RECORDS SUPPLIED:
# # # # # # #
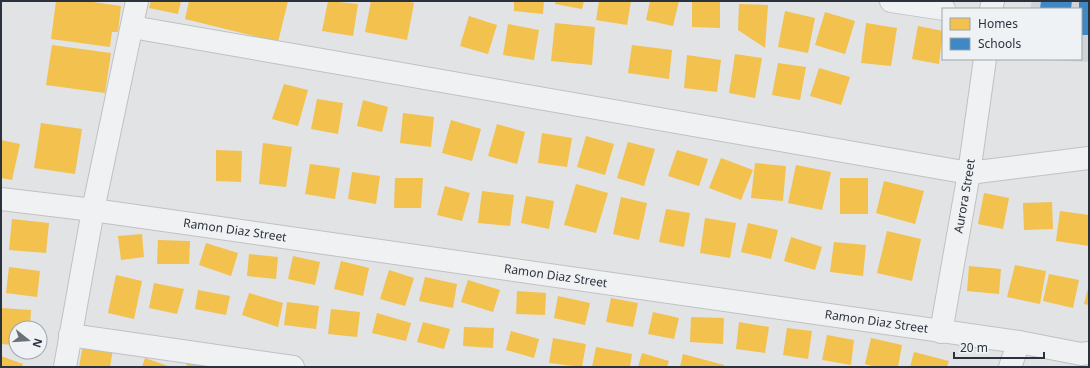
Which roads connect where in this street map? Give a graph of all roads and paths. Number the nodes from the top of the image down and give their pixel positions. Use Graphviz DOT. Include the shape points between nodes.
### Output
# # # # # # #
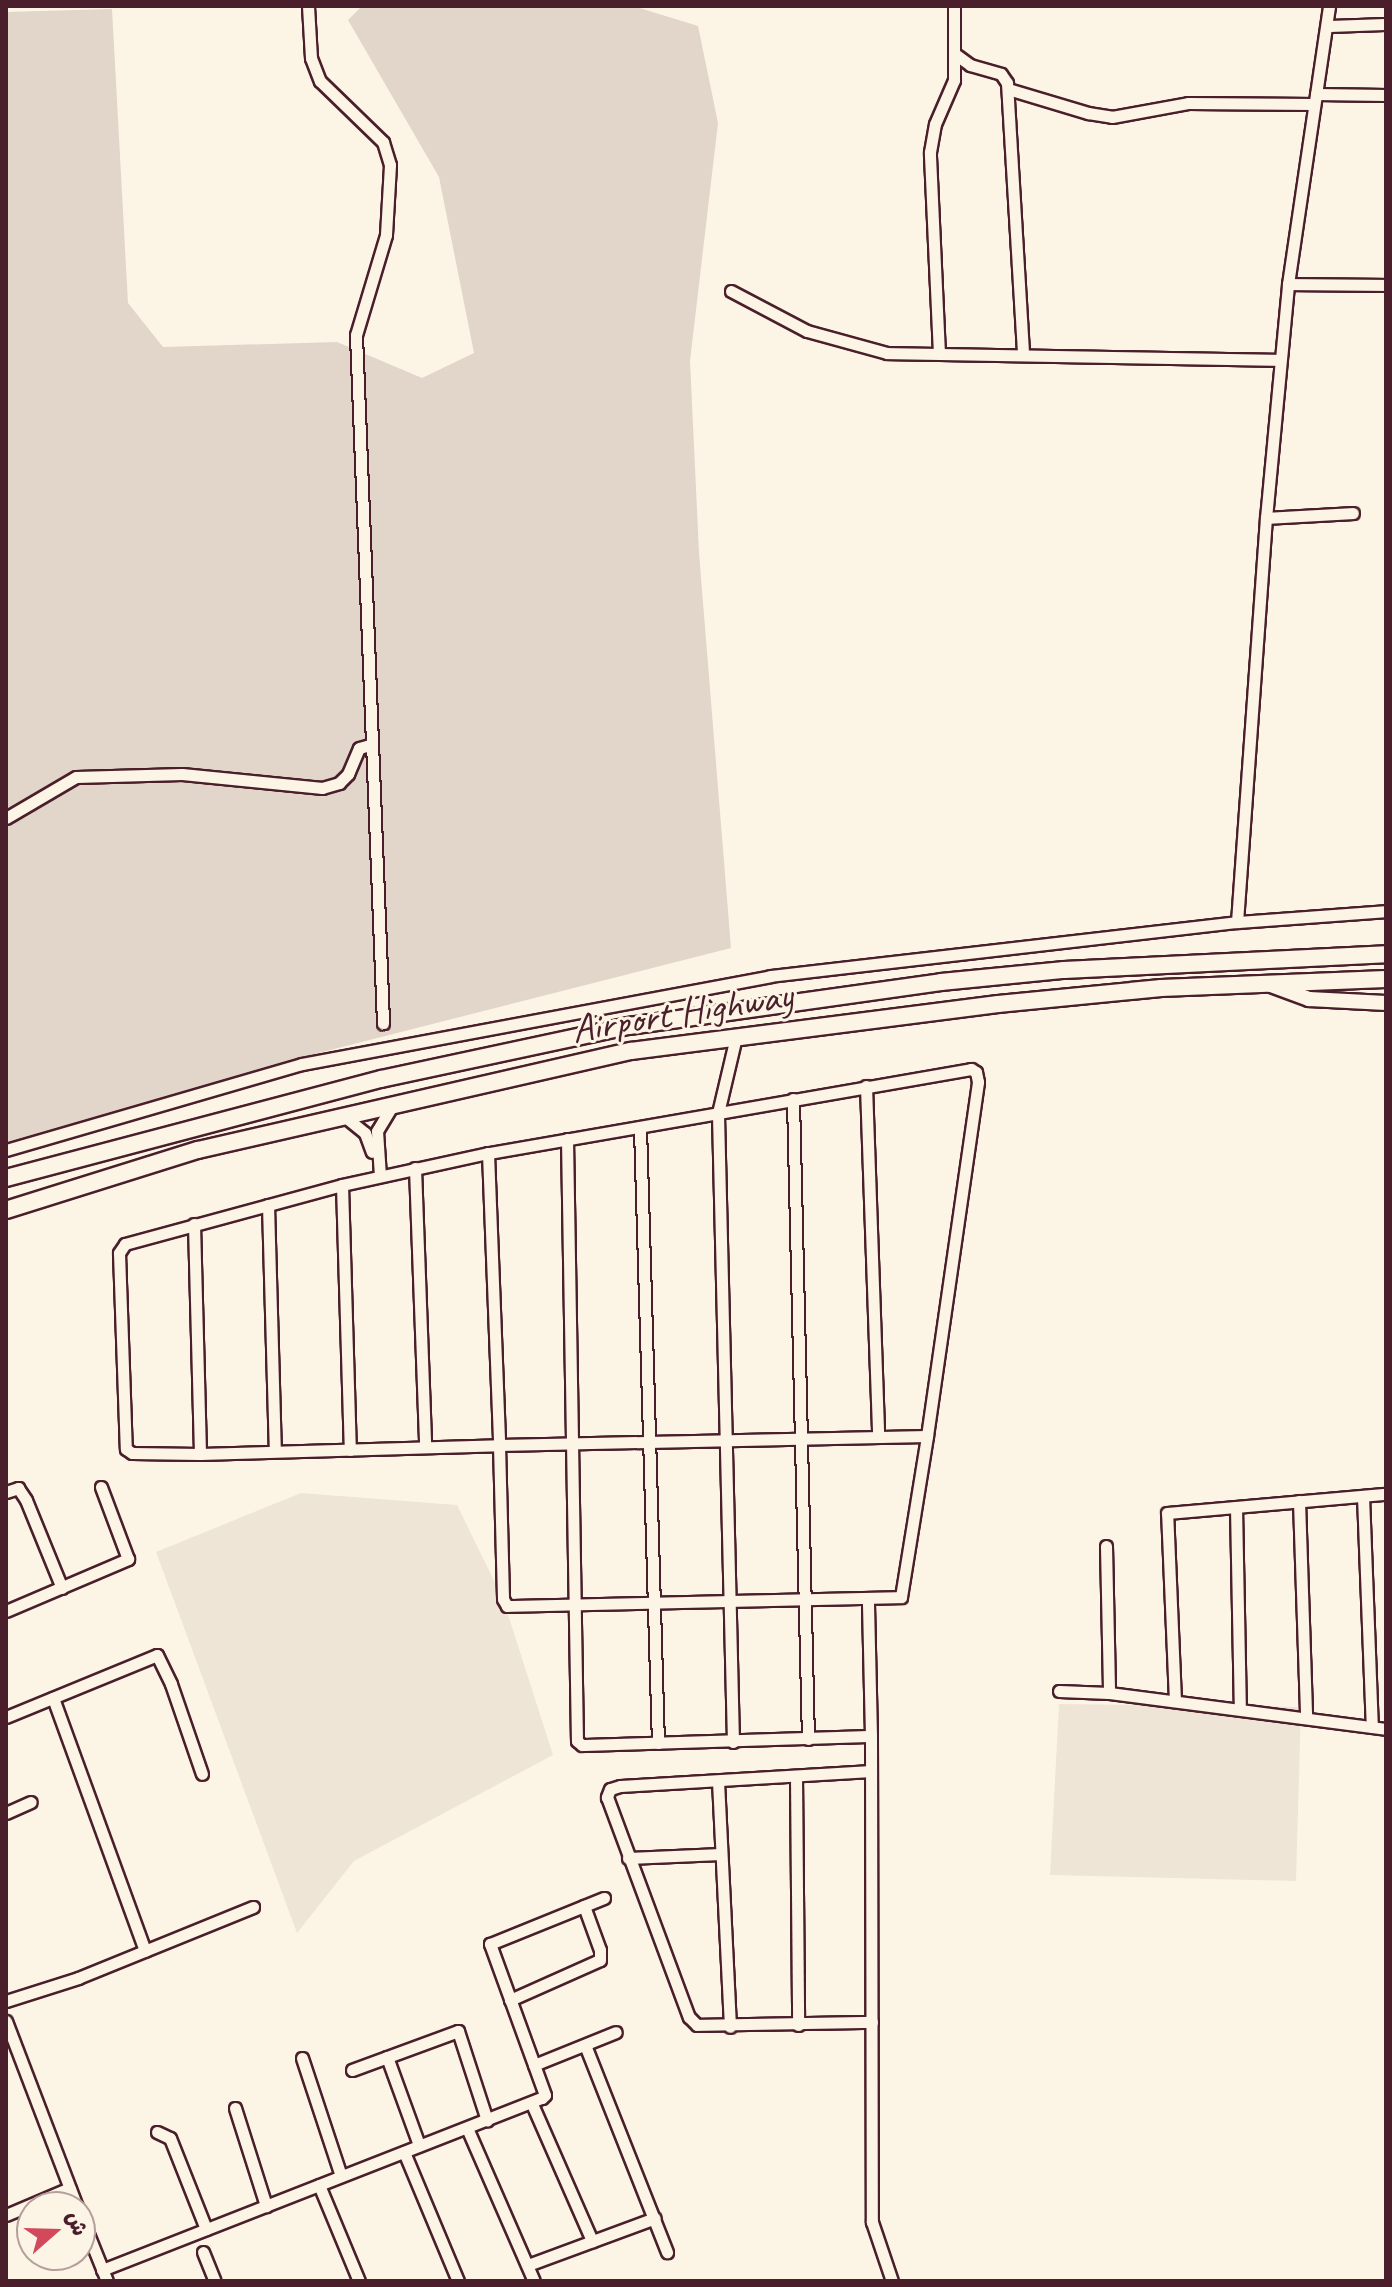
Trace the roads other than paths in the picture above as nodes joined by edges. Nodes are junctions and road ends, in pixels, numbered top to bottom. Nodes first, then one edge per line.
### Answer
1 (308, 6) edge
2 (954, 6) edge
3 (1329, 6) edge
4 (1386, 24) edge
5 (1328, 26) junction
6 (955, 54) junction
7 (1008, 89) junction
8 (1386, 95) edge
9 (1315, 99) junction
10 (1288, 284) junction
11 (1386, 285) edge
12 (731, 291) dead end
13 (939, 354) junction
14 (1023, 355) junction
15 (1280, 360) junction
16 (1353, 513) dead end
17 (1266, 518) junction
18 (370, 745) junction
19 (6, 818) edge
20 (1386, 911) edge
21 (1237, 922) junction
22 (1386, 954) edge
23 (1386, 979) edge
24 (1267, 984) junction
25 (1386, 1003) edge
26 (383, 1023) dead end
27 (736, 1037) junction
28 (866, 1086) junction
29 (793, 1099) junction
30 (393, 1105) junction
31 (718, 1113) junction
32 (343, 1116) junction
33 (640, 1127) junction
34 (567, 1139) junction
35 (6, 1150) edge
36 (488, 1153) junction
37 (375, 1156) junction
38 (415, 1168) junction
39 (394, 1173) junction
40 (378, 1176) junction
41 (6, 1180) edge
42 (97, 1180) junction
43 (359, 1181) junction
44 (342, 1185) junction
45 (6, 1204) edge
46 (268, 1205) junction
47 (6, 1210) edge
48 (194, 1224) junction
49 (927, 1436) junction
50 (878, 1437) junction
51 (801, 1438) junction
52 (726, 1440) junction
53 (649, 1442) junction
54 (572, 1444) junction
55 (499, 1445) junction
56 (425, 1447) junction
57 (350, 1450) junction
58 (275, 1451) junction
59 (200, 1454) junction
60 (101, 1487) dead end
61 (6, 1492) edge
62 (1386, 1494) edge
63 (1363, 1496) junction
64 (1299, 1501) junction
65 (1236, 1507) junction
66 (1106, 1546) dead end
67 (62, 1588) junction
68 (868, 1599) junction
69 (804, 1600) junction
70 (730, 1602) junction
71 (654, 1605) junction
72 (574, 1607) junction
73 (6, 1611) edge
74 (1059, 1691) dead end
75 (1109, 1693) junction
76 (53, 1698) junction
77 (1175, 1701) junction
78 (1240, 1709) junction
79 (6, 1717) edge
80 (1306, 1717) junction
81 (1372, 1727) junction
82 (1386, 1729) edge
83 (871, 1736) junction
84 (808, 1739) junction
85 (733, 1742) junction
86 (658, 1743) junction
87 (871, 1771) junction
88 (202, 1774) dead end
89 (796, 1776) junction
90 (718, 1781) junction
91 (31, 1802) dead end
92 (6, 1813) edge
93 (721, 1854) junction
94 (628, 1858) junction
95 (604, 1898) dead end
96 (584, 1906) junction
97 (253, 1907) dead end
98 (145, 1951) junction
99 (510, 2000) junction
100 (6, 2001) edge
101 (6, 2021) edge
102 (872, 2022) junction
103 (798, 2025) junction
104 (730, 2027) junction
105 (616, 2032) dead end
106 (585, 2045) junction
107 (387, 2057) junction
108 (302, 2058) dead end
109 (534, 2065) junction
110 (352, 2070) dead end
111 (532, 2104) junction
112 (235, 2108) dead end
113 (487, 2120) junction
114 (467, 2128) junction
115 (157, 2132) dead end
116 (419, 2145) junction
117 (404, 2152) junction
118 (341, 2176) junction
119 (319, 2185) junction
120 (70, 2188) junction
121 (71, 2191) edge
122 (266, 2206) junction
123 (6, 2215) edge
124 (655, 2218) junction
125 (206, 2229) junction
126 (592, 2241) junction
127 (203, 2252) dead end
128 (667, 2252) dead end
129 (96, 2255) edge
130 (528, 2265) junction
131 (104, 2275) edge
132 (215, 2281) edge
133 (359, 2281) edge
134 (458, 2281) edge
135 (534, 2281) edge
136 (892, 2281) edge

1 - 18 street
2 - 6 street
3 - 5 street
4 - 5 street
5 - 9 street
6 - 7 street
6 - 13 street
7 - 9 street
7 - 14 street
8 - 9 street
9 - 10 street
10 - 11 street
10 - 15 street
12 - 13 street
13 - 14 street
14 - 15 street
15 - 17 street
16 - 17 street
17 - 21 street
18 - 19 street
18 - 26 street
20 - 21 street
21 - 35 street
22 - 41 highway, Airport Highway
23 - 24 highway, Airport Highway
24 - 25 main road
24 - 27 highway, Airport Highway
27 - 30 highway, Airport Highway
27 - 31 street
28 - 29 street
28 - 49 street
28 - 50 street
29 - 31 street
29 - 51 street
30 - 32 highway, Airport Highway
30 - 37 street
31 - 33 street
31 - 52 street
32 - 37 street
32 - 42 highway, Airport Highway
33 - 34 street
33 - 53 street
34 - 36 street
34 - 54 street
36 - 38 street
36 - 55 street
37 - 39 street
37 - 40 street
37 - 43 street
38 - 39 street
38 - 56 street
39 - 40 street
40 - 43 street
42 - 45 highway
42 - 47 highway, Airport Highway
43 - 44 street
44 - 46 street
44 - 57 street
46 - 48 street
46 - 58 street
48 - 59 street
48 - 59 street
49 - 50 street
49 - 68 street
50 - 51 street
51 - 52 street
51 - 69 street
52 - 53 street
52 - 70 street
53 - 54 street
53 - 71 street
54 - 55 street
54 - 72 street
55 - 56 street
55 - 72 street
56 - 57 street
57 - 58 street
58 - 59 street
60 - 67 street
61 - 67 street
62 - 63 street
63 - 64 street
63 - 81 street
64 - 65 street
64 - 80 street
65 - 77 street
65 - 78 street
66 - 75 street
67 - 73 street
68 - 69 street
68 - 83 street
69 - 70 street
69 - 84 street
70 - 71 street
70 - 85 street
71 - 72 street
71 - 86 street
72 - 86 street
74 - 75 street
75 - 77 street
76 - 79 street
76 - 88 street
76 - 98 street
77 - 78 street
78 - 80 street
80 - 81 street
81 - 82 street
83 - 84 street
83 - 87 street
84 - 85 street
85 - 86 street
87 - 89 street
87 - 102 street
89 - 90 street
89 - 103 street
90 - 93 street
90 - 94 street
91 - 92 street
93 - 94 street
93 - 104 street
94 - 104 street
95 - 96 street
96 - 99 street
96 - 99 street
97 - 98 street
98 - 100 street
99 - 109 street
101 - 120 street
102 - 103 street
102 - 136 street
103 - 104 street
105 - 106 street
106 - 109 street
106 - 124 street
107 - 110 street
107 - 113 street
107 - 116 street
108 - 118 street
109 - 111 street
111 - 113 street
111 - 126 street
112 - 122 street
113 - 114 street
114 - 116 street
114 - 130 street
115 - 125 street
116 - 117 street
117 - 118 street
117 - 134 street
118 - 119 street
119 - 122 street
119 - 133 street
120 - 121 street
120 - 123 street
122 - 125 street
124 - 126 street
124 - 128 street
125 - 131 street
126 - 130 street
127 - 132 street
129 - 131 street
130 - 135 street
# # # # # # #
ABOUT THIS EXERCISE: Using the entries above, state the number of lines that include "paths". Add nothing else.

RESULT OF THIS TASK: 2